Reporting Rules Changed for Form 1099-K

It is crucial to know that the reporting rules for Form 1099-K have changed for 2023. If any third-party payments were received in 2022, taxpayers should receive the proper form by January 31, 2023. The goods and services must have exceeded $600.

The taxability of income remains unchanged. All income for goods and services is still taxable—even for side and gig work exceeding $600. The American Rescue Plan Act of 2021 lowered the reporting threshold and remains active today. Be sure all your key income documents are submitted before your taxes are filed.

Several Tax Credits Return to 2019 Rules

People who are affected by this change should expect a significantly lesser tax refund in comparison to the years prior.
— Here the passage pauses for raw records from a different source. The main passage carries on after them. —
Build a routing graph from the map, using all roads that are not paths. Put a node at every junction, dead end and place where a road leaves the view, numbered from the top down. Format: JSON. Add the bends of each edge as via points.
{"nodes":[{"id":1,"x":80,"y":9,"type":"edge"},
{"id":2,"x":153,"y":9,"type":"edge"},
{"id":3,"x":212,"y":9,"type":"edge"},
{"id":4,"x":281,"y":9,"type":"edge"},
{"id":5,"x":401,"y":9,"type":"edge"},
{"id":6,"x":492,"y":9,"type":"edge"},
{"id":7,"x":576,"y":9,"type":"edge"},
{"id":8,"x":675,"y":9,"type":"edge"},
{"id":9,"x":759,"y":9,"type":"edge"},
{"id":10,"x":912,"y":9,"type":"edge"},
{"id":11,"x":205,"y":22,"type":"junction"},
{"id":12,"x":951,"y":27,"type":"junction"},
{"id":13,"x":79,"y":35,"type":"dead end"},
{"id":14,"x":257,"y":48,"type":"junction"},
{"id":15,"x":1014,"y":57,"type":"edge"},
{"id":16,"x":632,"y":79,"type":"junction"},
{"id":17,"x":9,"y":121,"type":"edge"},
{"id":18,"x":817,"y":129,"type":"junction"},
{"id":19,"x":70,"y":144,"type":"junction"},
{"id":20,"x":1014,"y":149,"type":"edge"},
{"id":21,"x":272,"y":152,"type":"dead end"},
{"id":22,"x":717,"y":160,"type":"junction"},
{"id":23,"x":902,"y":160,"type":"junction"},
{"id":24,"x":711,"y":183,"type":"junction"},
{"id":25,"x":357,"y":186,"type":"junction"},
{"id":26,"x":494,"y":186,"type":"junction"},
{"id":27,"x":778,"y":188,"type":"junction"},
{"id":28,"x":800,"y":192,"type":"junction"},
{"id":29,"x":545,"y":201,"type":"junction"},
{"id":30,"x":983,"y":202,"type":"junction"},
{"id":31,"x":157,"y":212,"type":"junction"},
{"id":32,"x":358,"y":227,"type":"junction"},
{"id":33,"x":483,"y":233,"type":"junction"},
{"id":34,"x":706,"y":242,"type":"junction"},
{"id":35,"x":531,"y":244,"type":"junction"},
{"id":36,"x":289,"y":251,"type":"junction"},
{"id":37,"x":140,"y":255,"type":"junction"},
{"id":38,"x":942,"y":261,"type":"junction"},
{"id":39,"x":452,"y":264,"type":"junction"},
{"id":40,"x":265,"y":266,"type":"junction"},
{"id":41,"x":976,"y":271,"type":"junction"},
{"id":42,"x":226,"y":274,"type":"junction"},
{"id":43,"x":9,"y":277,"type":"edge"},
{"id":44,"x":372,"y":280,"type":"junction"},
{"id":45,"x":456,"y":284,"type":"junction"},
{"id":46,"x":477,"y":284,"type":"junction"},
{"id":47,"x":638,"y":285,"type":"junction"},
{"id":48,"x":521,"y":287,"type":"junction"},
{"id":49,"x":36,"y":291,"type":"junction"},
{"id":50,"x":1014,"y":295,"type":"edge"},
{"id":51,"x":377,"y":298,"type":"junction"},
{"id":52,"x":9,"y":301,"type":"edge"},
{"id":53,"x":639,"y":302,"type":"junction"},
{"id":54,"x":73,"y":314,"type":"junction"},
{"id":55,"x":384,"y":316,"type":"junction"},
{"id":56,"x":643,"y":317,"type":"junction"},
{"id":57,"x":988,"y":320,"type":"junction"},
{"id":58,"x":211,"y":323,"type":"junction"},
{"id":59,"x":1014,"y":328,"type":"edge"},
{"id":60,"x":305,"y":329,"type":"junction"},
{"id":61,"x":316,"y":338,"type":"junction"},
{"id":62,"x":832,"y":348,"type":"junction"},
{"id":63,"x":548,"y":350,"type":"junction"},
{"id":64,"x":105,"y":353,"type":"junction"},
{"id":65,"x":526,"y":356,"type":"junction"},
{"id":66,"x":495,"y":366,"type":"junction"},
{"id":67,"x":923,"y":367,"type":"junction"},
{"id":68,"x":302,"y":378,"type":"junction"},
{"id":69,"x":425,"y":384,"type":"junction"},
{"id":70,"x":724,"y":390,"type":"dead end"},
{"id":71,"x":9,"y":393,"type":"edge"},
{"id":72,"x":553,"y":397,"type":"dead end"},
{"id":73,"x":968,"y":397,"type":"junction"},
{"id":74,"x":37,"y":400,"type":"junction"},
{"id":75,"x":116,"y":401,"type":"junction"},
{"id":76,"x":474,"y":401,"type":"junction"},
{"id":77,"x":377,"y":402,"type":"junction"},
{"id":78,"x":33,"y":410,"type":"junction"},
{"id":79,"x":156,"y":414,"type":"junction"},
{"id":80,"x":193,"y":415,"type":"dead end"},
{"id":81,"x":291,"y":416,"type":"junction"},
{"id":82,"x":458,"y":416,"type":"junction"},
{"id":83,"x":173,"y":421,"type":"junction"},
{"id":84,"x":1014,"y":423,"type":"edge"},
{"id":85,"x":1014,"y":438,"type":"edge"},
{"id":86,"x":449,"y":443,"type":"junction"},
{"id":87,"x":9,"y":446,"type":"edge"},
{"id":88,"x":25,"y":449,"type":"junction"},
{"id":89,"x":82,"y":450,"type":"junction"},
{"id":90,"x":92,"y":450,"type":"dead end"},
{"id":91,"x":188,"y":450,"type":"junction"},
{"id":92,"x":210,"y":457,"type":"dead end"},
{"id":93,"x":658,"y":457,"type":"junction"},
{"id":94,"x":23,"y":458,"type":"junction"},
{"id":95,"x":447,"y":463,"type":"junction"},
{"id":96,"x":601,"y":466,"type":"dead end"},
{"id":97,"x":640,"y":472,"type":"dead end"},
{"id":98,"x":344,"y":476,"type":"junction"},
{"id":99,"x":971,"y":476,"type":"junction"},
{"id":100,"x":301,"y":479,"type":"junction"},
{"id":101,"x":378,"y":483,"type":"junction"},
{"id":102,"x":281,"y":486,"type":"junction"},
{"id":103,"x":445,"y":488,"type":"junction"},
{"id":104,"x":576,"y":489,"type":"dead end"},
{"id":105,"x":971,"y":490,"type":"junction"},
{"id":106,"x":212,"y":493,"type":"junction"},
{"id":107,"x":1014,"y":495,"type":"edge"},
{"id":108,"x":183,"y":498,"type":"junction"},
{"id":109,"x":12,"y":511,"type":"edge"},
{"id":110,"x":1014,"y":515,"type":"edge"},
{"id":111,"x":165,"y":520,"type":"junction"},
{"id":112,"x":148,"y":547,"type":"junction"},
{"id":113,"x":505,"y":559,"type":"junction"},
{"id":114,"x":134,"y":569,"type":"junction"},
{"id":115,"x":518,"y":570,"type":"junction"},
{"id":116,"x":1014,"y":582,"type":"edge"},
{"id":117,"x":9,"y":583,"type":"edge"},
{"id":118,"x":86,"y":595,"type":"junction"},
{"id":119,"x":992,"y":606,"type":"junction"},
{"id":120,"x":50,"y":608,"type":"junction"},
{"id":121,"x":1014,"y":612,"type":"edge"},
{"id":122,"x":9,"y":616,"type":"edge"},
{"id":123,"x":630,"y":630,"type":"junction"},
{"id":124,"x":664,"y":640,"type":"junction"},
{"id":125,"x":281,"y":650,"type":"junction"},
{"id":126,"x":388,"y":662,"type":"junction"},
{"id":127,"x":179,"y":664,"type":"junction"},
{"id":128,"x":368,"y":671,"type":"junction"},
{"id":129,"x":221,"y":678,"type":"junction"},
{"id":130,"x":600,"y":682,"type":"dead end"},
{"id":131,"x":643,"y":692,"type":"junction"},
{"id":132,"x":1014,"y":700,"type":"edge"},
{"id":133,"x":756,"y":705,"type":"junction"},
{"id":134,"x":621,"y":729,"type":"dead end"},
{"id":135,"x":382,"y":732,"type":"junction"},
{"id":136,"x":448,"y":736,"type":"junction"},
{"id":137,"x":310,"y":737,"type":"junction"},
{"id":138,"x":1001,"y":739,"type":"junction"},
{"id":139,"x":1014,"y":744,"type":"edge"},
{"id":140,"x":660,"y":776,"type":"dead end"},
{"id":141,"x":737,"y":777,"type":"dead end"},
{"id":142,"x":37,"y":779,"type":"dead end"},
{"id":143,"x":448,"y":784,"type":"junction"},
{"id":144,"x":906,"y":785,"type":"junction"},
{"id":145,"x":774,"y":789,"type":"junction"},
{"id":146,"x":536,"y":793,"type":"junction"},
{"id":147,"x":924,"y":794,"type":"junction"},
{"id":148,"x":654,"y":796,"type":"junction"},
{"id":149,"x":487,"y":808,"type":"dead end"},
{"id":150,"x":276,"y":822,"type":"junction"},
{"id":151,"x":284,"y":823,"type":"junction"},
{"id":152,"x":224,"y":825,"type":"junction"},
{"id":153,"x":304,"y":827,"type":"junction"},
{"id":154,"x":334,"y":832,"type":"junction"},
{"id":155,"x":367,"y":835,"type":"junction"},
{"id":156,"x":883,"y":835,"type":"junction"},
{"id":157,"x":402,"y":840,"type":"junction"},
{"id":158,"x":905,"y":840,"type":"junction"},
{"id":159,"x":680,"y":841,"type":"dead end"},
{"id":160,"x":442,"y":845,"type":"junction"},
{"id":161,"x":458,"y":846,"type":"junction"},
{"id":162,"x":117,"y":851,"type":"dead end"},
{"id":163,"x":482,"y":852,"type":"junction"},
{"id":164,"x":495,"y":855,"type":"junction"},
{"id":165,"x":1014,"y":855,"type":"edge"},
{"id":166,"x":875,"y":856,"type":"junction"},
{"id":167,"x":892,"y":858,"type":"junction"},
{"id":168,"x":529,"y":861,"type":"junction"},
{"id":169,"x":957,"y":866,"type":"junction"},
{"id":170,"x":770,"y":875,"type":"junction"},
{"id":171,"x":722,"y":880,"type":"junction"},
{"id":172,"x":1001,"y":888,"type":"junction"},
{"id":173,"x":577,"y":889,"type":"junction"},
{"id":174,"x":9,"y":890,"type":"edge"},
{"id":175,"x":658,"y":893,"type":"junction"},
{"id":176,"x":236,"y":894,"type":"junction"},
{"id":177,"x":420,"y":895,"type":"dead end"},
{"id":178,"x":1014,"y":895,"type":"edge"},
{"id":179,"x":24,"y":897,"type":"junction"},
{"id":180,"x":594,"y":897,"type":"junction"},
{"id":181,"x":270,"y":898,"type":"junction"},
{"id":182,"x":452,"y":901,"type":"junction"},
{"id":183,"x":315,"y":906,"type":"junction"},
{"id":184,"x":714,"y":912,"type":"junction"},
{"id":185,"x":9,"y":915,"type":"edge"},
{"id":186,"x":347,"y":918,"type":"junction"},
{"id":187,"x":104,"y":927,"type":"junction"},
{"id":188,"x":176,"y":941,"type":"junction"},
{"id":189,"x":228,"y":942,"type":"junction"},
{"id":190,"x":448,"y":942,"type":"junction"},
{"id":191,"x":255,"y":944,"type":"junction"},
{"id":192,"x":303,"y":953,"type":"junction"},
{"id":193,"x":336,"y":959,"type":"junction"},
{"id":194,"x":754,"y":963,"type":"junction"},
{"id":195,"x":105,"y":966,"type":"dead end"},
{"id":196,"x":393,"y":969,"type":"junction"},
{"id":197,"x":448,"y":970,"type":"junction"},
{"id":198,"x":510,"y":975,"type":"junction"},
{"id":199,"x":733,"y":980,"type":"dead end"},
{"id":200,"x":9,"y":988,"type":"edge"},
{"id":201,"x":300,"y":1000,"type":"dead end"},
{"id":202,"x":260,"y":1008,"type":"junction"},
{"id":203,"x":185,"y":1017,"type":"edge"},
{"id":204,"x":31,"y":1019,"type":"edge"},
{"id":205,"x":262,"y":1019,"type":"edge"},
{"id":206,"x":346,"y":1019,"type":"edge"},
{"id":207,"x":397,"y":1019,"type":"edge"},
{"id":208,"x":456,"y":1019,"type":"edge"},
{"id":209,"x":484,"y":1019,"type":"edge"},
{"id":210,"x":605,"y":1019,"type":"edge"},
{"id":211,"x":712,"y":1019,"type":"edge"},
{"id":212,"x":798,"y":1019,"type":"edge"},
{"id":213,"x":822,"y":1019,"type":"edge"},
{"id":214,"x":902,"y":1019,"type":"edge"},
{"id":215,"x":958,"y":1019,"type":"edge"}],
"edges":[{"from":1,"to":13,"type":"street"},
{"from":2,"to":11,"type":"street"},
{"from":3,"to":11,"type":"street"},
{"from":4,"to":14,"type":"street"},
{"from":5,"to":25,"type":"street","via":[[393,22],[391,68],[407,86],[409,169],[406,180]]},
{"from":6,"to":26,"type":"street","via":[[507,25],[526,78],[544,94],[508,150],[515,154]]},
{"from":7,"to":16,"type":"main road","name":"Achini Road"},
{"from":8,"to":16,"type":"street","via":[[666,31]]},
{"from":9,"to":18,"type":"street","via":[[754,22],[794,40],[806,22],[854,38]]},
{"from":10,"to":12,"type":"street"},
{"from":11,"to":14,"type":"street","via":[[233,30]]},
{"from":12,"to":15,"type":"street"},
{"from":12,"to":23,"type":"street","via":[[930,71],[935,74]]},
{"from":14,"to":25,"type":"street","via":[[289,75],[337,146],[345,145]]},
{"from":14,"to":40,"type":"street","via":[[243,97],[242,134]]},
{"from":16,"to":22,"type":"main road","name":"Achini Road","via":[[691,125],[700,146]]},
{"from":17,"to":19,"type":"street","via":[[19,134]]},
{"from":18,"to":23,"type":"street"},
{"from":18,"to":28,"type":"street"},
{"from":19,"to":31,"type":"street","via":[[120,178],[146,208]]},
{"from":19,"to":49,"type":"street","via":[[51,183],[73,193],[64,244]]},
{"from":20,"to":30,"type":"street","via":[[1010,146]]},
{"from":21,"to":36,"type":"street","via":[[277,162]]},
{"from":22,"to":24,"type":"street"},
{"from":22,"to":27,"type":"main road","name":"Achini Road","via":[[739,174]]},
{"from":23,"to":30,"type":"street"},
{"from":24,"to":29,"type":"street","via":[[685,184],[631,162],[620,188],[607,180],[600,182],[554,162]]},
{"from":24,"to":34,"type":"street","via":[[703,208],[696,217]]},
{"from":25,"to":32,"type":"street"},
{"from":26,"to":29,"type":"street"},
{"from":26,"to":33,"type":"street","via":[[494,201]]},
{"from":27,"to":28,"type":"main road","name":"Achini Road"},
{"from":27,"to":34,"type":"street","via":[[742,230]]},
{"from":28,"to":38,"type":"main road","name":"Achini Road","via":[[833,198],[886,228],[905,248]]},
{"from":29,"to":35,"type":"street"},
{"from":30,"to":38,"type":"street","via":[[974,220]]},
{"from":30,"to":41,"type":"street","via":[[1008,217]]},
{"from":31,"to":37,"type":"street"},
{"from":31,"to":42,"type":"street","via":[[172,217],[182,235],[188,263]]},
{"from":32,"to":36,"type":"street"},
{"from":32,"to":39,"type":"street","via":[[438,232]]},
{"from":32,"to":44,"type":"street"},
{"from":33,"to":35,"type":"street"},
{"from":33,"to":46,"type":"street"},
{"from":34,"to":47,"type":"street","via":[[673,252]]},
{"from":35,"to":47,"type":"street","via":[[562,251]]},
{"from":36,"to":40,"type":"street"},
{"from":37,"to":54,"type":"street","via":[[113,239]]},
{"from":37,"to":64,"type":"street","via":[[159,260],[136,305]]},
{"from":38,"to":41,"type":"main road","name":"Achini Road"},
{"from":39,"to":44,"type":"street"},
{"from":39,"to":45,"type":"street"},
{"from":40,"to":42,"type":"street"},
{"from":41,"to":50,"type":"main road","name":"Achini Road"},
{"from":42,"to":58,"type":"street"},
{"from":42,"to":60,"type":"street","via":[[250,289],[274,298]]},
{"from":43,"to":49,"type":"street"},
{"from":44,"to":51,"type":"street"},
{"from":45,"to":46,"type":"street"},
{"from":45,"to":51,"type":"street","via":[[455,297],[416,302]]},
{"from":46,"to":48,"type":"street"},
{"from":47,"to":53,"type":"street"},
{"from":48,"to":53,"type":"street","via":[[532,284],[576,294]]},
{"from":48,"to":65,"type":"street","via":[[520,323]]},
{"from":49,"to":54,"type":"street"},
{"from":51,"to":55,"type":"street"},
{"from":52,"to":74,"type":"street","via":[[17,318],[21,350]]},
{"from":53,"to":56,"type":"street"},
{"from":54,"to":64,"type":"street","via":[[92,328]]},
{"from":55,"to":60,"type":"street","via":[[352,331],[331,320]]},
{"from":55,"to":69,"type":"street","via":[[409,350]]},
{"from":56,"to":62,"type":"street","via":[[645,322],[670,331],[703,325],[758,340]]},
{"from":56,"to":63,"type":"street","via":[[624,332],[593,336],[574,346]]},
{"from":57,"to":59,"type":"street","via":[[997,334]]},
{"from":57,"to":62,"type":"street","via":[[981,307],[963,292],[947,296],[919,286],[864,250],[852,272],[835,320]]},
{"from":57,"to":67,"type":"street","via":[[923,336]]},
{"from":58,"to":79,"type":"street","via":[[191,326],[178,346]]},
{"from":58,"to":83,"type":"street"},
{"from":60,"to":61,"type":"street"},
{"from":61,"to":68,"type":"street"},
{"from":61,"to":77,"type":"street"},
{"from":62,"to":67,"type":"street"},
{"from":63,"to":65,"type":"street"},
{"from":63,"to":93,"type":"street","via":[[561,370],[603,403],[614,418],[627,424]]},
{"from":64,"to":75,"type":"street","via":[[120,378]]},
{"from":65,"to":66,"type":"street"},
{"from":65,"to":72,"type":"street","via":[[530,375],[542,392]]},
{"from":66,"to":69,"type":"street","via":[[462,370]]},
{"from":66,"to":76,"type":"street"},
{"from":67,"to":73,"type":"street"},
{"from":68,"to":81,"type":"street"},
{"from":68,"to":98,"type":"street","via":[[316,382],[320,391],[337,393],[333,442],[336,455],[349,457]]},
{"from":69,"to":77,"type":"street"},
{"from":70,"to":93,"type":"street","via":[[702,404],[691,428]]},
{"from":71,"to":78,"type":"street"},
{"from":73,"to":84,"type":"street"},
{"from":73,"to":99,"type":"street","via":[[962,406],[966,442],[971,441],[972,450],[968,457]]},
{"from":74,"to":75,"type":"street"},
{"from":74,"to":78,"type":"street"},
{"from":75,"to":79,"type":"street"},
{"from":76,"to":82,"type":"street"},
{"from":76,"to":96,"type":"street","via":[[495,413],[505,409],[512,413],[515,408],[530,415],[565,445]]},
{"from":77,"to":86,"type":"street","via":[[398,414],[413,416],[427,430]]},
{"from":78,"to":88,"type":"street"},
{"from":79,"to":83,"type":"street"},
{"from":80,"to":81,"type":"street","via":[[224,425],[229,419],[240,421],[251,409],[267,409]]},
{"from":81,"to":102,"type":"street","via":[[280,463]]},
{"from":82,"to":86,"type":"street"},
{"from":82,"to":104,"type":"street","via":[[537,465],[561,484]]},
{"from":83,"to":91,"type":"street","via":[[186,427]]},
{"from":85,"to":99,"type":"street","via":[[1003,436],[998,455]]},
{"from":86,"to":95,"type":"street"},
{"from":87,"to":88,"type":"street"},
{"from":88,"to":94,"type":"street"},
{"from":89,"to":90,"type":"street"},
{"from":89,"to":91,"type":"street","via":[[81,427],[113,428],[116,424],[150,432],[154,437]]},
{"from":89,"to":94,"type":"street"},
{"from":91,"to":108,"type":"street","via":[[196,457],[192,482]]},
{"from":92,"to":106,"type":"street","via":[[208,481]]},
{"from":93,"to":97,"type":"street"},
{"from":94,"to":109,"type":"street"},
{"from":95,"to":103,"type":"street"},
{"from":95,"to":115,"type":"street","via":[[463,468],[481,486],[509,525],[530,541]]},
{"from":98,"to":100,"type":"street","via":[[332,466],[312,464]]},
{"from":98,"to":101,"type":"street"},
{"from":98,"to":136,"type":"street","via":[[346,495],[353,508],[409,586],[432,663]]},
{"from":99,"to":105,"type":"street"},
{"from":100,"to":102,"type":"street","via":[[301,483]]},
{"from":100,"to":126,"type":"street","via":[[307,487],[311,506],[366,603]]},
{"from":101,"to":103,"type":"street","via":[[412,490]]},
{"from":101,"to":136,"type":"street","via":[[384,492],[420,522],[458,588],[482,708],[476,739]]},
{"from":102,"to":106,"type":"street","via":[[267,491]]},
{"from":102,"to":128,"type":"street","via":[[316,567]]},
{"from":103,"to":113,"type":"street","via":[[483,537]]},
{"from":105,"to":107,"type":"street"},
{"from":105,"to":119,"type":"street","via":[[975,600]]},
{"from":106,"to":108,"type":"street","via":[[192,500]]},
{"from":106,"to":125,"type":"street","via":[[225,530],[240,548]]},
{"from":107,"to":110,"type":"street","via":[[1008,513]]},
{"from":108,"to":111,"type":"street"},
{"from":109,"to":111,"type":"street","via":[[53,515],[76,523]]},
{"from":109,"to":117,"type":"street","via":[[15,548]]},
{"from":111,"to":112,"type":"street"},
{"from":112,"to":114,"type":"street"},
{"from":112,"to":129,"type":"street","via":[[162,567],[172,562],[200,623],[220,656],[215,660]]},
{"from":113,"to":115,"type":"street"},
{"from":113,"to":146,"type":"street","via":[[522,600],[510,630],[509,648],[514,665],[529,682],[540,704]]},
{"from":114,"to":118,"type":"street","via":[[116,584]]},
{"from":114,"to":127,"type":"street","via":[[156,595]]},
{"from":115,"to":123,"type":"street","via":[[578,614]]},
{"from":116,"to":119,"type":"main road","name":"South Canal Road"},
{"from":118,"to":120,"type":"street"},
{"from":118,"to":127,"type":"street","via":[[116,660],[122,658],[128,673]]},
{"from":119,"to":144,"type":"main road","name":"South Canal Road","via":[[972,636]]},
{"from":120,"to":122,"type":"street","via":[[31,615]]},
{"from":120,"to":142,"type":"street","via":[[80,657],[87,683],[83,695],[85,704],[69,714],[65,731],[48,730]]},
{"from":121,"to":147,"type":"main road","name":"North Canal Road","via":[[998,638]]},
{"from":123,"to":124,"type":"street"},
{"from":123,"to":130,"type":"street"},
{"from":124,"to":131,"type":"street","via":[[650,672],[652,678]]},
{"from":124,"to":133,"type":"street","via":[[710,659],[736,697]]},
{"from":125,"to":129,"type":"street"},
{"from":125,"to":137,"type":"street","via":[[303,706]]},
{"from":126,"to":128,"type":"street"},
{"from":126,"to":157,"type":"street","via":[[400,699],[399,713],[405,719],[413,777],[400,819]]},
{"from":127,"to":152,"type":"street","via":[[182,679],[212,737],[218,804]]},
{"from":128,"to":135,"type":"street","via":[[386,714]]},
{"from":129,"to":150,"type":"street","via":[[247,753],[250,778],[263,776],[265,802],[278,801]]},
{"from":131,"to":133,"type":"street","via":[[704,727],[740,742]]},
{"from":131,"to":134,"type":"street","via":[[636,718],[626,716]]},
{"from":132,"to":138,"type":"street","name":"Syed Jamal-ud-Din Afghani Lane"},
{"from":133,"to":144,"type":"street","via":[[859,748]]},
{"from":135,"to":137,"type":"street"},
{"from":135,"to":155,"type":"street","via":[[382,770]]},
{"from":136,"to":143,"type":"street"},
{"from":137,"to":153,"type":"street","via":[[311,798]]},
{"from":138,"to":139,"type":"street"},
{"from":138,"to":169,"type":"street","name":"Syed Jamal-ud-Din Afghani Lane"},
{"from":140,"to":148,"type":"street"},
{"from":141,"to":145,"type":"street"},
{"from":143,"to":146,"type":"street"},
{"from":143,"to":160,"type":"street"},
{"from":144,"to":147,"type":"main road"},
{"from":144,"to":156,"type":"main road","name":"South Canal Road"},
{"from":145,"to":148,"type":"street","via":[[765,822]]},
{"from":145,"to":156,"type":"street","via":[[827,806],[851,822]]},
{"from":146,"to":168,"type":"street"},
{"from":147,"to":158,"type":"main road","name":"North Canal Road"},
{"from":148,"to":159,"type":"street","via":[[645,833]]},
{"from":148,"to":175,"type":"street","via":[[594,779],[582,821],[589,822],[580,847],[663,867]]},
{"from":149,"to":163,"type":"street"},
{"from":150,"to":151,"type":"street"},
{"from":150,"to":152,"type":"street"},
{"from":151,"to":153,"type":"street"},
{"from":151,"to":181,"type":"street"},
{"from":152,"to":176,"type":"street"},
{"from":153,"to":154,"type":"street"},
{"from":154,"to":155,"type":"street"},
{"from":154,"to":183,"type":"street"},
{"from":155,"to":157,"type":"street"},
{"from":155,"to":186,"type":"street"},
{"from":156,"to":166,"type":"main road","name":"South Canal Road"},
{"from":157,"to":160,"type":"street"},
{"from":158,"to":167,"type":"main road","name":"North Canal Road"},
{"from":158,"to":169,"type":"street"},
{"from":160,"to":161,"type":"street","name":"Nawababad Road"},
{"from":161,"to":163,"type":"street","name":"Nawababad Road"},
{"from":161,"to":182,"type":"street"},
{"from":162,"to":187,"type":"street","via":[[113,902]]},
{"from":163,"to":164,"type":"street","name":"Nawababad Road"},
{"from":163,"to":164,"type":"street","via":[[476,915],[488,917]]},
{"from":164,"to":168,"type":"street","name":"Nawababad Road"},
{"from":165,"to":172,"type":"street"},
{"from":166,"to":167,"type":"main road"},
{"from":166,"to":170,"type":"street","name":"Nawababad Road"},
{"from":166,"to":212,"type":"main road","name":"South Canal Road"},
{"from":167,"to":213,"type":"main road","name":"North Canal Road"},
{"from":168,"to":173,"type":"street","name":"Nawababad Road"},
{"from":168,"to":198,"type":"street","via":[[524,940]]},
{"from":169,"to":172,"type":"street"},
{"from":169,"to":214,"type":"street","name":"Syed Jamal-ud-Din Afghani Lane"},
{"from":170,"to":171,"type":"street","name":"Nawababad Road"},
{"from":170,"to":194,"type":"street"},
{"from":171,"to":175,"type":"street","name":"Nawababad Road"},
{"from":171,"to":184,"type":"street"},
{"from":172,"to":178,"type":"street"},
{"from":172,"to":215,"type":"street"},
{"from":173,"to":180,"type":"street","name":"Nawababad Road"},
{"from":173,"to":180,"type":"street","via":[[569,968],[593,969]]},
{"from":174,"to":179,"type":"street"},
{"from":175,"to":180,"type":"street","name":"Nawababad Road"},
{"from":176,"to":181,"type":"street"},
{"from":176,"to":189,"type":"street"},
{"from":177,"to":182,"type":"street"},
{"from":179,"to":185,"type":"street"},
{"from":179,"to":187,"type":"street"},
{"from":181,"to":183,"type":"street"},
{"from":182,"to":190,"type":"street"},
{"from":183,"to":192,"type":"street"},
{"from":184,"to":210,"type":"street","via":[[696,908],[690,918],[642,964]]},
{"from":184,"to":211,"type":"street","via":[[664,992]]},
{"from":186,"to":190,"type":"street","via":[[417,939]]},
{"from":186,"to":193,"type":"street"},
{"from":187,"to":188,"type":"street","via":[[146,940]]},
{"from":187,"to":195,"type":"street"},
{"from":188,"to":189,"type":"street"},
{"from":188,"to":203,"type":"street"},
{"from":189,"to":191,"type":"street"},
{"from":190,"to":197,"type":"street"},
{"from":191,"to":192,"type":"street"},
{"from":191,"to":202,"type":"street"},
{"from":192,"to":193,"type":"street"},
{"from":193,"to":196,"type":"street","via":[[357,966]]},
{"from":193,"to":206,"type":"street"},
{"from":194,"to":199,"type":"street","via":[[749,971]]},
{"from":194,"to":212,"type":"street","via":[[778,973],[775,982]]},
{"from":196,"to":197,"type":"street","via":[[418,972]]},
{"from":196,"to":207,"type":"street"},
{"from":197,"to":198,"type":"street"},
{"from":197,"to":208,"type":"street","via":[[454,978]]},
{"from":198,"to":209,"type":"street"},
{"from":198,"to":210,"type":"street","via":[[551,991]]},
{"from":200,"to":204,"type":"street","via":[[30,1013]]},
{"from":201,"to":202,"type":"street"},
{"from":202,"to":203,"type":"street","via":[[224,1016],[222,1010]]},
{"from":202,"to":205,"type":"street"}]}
Earned income tax credit, child tax credit, and child and dependent care credit are all different this upcoming tax filing year.

Taxpayers who received $3,600 per dependent in 2021 will now receive $2,000. Earned income tax credit individuals with no children who received $1,500 in 2021 will now receive $500.

Child and dependent care credit are making a return to its previous $2,100 versus $8,000 back in 2021. Please see credits and deductions for further breakdowns.

No Above-the-line Charitable Deductions

Taxpayers were eligible to take up to $600 in charitable donation tax deductions during COVID. For tax filing year 2022, the standard deduction can no longer be taken as an above-the-line deduction for charitable donations.

Although the change has been made, charitable deductions may still be available. Discuss the facts with your financial advisor.

Avoid Refund Delays

It is imperative to avoid any and all refund delays this upcoming tax season. The IRS continues to play catch-up regarding 2021 tax filings. Although news reports stated the backlog would be remedied by the end of the year, this is not the case.

Refund processing time can be delayed for a variety of reasons. IRS issues the majority of tax refunds within 21 days. However, tax experts advise you to not expect your refund at a specific time—especially regarding making major purchases or paying bills.

Last Estimated Quarterly Payment for 2022

Taxpayers must plan to make their last estimated quarterly payment for 2022 by January 17, 2023. Be sure to consider the following:

  • additional tax payments
  • any estimated payment
  • non-wage income from unemployment
  • self-employment
  • digital assets, and
  • annuity income

The tax withholding estimator can be helpful to determine what estimated taxes you may owe. Staying on top of your estimated tax payments prevents financial issues and penalties in the future.